Coordinated system of care intervention (Vickery)

Name of Intervention: Alzheimer’s Disease Coordinated Care for San Diego Seniors (ACCESS)

Principal Investigator: Barbara Vickrey, MD, MPH

Institutional Affiliation: University of California, Los Angeles (UCLA)

Caregiver Intervention Description

1. Summary of Intervention

Managing the care of people with dementia is uniquely challenging because of memory loss and related communication, relationship, and behavior problems that can occur. A multifaceted dementia care management intervention (program) was designed to coordinate efforts, across three healthcare organizations and three social service community agency care agencies in San Diego, California, to provide recommended medical care and community support to people with dementia and their informal caregivers. Key aspects of the program were developed based on the Chronic Care Model. Four main ACCESS intervention components were: a steering committee to come to consensus on care goals and design the care coordination protocols, care managers, targeted provider education, and a web-based communication and decision support system.

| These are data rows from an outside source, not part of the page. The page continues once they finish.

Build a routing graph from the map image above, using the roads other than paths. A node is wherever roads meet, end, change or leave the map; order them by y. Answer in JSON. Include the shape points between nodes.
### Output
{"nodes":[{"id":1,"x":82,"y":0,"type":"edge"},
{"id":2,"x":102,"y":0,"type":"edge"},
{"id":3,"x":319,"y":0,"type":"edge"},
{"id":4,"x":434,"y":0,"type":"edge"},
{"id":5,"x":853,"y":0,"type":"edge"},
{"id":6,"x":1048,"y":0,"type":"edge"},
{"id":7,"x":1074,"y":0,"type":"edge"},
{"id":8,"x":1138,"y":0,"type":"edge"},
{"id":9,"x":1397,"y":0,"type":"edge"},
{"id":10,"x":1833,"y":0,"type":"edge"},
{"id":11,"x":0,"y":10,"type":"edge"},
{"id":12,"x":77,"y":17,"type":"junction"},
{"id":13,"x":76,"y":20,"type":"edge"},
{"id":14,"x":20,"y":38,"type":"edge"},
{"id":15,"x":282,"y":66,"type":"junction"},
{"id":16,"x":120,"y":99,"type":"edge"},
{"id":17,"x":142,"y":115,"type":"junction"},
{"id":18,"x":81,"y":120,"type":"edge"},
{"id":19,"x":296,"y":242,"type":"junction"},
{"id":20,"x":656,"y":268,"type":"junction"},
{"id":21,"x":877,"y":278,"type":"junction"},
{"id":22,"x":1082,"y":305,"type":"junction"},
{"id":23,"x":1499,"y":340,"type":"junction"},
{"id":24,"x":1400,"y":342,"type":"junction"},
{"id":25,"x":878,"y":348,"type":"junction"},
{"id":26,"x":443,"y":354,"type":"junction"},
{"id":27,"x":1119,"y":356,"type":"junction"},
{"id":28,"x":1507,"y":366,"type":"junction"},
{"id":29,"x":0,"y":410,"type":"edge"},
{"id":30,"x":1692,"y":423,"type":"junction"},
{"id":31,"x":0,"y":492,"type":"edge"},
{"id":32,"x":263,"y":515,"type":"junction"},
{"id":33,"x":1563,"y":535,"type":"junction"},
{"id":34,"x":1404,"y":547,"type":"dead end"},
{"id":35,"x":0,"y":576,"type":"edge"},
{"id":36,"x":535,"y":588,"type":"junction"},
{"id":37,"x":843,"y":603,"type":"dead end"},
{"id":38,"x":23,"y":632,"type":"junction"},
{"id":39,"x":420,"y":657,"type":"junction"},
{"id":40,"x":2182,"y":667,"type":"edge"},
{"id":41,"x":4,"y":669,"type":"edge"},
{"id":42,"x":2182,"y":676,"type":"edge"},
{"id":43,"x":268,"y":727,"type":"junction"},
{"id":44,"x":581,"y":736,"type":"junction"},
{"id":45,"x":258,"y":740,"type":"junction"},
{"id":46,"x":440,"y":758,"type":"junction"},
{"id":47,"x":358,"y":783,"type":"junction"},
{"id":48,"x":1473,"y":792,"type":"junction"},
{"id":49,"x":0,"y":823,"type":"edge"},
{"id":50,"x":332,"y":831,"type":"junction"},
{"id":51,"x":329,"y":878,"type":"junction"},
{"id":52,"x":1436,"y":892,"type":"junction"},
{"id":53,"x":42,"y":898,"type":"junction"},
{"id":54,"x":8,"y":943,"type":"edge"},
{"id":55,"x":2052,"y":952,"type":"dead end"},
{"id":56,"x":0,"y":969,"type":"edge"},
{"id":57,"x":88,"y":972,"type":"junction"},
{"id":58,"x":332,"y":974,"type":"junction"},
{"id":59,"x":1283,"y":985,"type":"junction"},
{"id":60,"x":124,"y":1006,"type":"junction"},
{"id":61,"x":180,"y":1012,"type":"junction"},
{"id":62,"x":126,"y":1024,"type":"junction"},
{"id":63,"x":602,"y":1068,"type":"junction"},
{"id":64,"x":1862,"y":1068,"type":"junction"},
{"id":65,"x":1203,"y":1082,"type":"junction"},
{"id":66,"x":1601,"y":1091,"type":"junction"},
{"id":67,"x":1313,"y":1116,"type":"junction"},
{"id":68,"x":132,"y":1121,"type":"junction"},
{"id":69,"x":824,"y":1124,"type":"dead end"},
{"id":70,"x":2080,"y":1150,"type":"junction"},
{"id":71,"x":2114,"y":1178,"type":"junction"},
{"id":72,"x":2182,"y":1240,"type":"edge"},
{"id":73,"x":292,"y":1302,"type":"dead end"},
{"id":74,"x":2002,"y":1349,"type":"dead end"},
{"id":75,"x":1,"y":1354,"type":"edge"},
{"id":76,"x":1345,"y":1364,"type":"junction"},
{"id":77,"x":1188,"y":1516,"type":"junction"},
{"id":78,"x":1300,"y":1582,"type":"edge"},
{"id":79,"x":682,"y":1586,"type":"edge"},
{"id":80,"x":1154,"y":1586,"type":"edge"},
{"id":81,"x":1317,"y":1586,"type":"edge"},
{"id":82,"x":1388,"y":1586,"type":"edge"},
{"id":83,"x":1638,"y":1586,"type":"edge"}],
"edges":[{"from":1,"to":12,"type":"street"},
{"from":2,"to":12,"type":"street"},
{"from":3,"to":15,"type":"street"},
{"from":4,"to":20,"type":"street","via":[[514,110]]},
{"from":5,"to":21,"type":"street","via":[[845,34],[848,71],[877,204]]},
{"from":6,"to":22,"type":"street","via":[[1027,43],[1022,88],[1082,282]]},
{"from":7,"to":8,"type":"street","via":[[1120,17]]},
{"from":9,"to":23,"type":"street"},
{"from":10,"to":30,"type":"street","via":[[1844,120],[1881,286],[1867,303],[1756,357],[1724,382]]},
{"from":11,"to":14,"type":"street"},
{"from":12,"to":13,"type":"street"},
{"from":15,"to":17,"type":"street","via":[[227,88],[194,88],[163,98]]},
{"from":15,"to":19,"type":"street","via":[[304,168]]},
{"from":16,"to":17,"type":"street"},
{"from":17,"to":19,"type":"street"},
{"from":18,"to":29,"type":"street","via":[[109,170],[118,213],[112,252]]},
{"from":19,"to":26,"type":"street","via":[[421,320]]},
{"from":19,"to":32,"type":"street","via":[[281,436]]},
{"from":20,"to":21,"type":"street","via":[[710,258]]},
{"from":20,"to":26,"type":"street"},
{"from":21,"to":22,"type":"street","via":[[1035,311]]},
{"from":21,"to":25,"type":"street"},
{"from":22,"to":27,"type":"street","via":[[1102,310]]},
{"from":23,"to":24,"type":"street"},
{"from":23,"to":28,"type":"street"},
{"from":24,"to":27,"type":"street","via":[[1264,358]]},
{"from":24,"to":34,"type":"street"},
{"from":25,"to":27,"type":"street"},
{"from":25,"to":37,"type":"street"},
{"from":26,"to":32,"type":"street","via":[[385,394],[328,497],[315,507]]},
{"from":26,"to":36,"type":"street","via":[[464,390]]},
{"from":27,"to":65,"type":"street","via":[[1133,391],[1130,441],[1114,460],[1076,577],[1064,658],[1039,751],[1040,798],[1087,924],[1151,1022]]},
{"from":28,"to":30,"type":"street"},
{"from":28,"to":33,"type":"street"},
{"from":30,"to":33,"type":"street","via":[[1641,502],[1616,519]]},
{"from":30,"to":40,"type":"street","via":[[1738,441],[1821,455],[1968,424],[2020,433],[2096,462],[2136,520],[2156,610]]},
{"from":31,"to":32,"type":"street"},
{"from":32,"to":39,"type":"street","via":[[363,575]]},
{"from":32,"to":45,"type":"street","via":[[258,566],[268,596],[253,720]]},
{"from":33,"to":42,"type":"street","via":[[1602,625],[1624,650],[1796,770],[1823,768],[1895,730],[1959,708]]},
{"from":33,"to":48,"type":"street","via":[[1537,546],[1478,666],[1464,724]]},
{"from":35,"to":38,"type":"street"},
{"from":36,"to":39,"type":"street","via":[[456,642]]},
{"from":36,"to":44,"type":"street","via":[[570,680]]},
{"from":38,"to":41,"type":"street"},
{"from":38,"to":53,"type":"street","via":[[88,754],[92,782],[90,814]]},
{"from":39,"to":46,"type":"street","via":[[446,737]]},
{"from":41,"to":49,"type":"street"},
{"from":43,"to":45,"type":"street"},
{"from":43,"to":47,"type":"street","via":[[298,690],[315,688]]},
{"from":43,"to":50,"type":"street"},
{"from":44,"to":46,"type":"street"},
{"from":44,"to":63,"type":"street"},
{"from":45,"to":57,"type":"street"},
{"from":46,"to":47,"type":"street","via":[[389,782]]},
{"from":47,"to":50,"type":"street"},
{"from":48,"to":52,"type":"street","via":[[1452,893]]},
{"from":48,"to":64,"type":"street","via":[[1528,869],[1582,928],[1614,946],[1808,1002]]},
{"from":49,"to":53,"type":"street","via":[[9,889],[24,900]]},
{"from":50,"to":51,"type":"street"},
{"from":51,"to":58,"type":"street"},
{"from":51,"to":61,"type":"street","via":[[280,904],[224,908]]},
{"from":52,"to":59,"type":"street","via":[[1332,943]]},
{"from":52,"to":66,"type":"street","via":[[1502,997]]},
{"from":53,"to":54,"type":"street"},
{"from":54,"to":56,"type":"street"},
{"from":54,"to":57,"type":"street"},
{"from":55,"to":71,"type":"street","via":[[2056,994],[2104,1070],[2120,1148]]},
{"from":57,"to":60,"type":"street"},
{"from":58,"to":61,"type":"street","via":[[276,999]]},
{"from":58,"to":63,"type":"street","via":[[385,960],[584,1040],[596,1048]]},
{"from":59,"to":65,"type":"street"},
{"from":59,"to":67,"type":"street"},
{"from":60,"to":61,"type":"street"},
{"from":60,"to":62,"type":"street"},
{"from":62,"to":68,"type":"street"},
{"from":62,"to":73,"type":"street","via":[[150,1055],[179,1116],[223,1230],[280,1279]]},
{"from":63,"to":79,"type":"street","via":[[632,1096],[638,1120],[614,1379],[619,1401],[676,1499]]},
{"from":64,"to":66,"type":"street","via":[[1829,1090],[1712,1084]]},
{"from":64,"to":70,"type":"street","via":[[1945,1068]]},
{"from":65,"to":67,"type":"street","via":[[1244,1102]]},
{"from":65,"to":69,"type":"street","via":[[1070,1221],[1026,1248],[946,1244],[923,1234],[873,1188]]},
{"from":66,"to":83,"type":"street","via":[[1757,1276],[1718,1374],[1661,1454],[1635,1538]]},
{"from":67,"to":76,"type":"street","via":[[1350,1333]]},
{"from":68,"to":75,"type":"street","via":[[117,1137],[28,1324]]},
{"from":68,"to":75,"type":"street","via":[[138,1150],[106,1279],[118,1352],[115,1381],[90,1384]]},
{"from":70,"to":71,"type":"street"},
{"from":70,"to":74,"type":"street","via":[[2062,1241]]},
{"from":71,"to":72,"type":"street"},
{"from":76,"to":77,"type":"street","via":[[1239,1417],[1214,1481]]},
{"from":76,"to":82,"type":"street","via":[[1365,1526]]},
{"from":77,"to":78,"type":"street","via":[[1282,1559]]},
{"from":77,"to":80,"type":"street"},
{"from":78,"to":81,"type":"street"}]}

  1. The Steering Committee included a physician champion from each participating healthcare organization, a senior leader from each community agency, a community caregiver, and support staff from the UCLA research team. The committee came to consensus to make 23 guidelines their dementia care quality goals; these were drawn from a larger set of existing dementia care guidelines. These quality goals covered domains of assessment of unmet needs and of aspects of health of people with dementia and their caregivers, treatment of the patient’s behavior problems and comorbid conditions, education and support for caregivers, and reporting/safety issues such as wandering, driving, and abuse. The Steering Committee crafted an assessment instrument and the care coordination protocols, and provided oversight for the design and implementation of the program.
  2. Care managers (primarily social workers) from each of the partnering healthcare organizations and community agencies received special training in dementia care and how to implement the care management protocols. During a home visit, care managers administered the standardized assessment instrument, then entered assessment data into a web-based software system, generating a preliminary list of up to 20 problems e.g., Agitation, Caregiver Depression, and Legal and Financial issues. Care managers and caregivers collaborated in prioritizing identified problems. Using as guides a set of protocols developed by the Steering Committee for each problem, a care plan was developed and a set of initial action steps was put in writing for the caregiver and care manager. A more detailed care plan was subsequently developed by the care manager, who initiated actions according to these care plans. Care managers provided ongoing follow-up with caregivers and follow-through for coordination of care with medical care providers and social service agencies, to maintain a proactive approach to care management and to facilitate execution of care plan actions. About every 6 months, a re-assessment could be conducted to re-evaluate the problem list and revise the care plan.
  3. A standardized set of up to four provider education seminars (approximately 90 minutes total) was provided by a study geriatrician, at each intervention medical clinic. Education topics targeted key aspects of the program that the provider was critical in implementing. Sessions included evaluation of acute behavior changes, depression management in dementia, determination of decision-making capacity, and an overview of the dementia care management program. Dementia care managers attended and were introduced at the initial session, to foster communication among care managers and healthcare providers.
  4. A web-based communication and decision-support system (CaseTrakker, IMA Technologies) was used by care managers to augment care delivery, coordination, and communication and to maximize efficiency. The software system efficiently tracked multiple cases for care managers and facilitated referrals and information to partnering community agencies. Electronic care plans of standardized evidence-based actions were generated and customized for each patient/caregiver dyad, and shared and accessed by participating care managers to organize, prioritize, and coordinate care on one central document for each patient/caregiver dyad. Summaries of assessments were generated, electronically populated with pertinent assessment data, and forwarded to primary care providers. Additionally, a letter could be generated with results of a positive depression screening for caregivers, for the caregiver to share with their own medical provider, if indicated.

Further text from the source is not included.